Entries shown.
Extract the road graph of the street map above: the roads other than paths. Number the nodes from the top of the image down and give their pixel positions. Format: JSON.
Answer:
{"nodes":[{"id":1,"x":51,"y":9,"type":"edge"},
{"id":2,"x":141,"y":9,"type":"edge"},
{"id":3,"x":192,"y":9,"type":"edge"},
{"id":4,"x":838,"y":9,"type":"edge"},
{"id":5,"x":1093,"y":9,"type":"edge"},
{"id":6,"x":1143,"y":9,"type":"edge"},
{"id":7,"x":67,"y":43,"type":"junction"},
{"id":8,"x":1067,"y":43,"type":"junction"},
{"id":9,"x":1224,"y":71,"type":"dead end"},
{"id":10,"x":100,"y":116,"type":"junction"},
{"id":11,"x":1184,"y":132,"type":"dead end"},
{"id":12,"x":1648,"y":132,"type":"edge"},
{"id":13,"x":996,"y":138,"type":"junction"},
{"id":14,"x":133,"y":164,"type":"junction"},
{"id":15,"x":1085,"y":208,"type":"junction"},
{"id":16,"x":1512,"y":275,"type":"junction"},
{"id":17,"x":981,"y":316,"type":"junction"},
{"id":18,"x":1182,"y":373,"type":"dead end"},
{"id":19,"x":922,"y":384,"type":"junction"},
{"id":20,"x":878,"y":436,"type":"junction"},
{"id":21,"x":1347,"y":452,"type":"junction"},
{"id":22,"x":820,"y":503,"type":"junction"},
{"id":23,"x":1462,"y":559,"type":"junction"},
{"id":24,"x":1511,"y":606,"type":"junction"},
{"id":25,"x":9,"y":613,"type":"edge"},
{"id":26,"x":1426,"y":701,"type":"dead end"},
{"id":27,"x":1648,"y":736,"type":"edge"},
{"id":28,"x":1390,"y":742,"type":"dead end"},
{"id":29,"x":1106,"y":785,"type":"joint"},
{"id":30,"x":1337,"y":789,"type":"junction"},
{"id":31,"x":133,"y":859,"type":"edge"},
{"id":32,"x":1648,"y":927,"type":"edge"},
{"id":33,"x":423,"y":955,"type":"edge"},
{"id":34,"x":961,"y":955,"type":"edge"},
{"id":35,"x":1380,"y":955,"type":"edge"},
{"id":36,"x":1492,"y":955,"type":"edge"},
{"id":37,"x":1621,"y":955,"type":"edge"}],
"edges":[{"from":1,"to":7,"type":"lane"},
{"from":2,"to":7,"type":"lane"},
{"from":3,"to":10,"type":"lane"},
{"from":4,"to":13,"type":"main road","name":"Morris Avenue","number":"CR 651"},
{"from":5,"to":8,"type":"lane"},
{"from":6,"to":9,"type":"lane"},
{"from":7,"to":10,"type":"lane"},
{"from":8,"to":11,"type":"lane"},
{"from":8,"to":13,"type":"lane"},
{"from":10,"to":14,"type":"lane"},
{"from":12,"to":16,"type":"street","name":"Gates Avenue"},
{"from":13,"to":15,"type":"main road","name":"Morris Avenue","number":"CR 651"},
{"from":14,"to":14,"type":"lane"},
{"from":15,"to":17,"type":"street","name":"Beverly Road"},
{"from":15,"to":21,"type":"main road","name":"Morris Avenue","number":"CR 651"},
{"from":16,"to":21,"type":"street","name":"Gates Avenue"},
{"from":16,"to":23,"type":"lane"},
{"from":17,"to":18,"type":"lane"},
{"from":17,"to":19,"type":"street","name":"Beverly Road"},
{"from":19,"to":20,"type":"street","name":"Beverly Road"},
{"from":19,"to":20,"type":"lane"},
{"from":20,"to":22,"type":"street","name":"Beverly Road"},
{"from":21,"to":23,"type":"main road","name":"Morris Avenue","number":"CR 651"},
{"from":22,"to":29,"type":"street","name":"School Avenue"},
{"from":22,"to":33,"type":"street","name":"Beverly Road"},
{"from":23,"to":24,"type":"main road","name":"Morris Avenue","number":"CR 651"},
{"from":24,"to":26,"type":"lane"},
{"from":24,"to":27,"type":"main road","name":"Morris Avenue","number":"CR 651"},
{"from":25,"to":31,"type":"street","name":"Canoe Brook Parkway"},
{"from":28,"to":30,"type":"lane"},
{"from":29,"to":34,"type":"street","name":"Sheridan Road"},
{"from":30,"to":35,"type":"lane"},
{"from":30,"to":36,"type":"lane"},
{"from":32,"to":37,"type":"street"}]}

Work required.
Would you repeat each of the lines above exactly?

The completed task.
Extract the road graph of the street map above: the roads other than paths. Number the nodes from the top of the image down and give their pixel positions. Format: JSON.
Answer:
{"nodes":[{"id":1,"x":51,"y":9,"type":"edge"},
{"id":2,"x":141,"y":9,"type":"edge"},
{"id":3,"x":192,"y":9,"type":"edge"},
{"id":4,"x":838,"y":9,"type":"edge"},
{"id":5,"x":1093,"y":9,"type":"edge"},
{"id":6,"x":1143,"y":9,"type":"edge"},
{"id":7,"x":67,"y":43,"type":"junction"},
{"id":8,"x":1067,"y":43,"type":"junction"},
{"id":9,"x":1224,"y":71,"type":"dead end"},
{"id":10,"x":100,"y":116,"type":"junction"},
{"id":11,"x":1184,"y":132,"type":"dead end"},
{"id":12,"x":1648,"y":132,"type":"edge"},
{"id":13,"x":996,"y":138,"type":"junction"},
{"id":14,"x":133,"y":164,"type":"junction"},
{"id":15,"x":1085,"y":208,"type":"junction"},
{"id":16,"x":1512,"y":275,"type":"junction"},
{"id":17,"x":981,"y":316,"type":"junction"},
{"id":18,"x":1182,"y":373,"type":"dead end"},
{"id":19,"x":922,"y":384,"type":"junction"},
{"id":20,"x":878,"y":436,"type":"junction"},
{"id":21,"x":1347,"y":452,"type":"junction"},
{"id":22,"x":820,"y":503,"type":"junction"},
{"id":23,"x":1462,"y":559,"type":"junction"},
{"id":24,"x":1511,"y":606,"type":"junction"},
{"id":25,"x":9,"y":613,"type":"edge"},
{"id":26,"x":1426,"y":701,"type":"dead end"},
{"id":27,"x":1648,"y":736,"type":"edge"},
{"id":28,"x":1390,"y":742,"type":"dead end"},
{"id":29,"x":1106,"y":785,"type":"joint"},
{"id":30,"x":1337,"y":789,"type":"junction"},
{"id":31,"x":133,"y":859,"type":"edge"},
{"id":32,"x":1648,"y":927,"type":"edge"},
{"id":33,"x":423,"y":955,"type":"edge"},
{"id":34,"x":961,"y":955,"type":"edge"},
{"id":35,"x":1380,"y":955,"type":"edge"},
{"id":36,"x":1492,"y":955,"type":"edge"},
{"id":37,"x":1621,"y":955,"type":"edge"}],
"edges":[{"from":1,"to":7,"type":"lane"},
{"from":2,"to":7,"type":"lane"},
{"from":3,"to":10,"type":"lane"},
{"from":4,"to":13,"type":"main road","name":"Morris Avenue","number":"CR 651"},
{"from":5,"to":8,"type":"lane"},
{"from":6,"to":9,"type":"lane"},
{"from":7,"to":10,"type":"lane"},
{"from":8,"to":11,"type":"lane"},
{"from":8,"to":13,"type":"lane"},
{"from":10,"to":14,"type":"lane"},
{"from":12,"to":16,"type":"street","name":"Gates Avenue"},
{"from":13,"to":15,"type":"main road","name":"Morris Avenue","number":"CR 651"},
{"from":14,"to":14,"type":"lane"},
{"from":15,"to":17,"type":"street","name":"Beverly Road"},
{"from":15,"to":21,"type":"main road","name":"Morris Avenue","number":"CR 651"},
{"from":16,"to":21,"type":"street","name":"Gates Avenue"},
{"from":16,"to":23,"type":"lane"},
{"from":17,"to":18,"type":"lane"},
{"from":17,"to":19,"type":"street","name":"Beverly Road"},
{"from":19,"to":20,"type":"street","name":"Beverly Road"},
{"from":19,"to":20,"type":"lane"},
{"from":20,"to":22,"type":"street","name":"Beverly Road"},
{"from":21,"to":23,"type":"main road","name":"Morris Avenue","number":"CR 651"},
{"from":22,"to":29,"type":"street","name":"School Avenue"},
{"from":22,"to":33,"type":"street","name":"Beverly Road"},
{"from":23,"to":24,"type":"main road","name":"Morris Avenue","number":"CR 651"},
{"from":24,"to":26,"type":"lane"},
{"from":24,"to":27,"type":"main road","name":"Morris Avenue","number":"CR 651"},
{"from":25,"to":31,"type":"street","name":"Canoe Brook Parkway"},
{"from":28,"to":30,"type":"lane"},
{"from":29,"to":34,"type":"street","name":"Sheridan Road"},
{"from":30,"to":35,"type":"lane"},
{"from":30,"to":36,"type":"lane"},
{"from":32,"to":37,"type":"street"}]}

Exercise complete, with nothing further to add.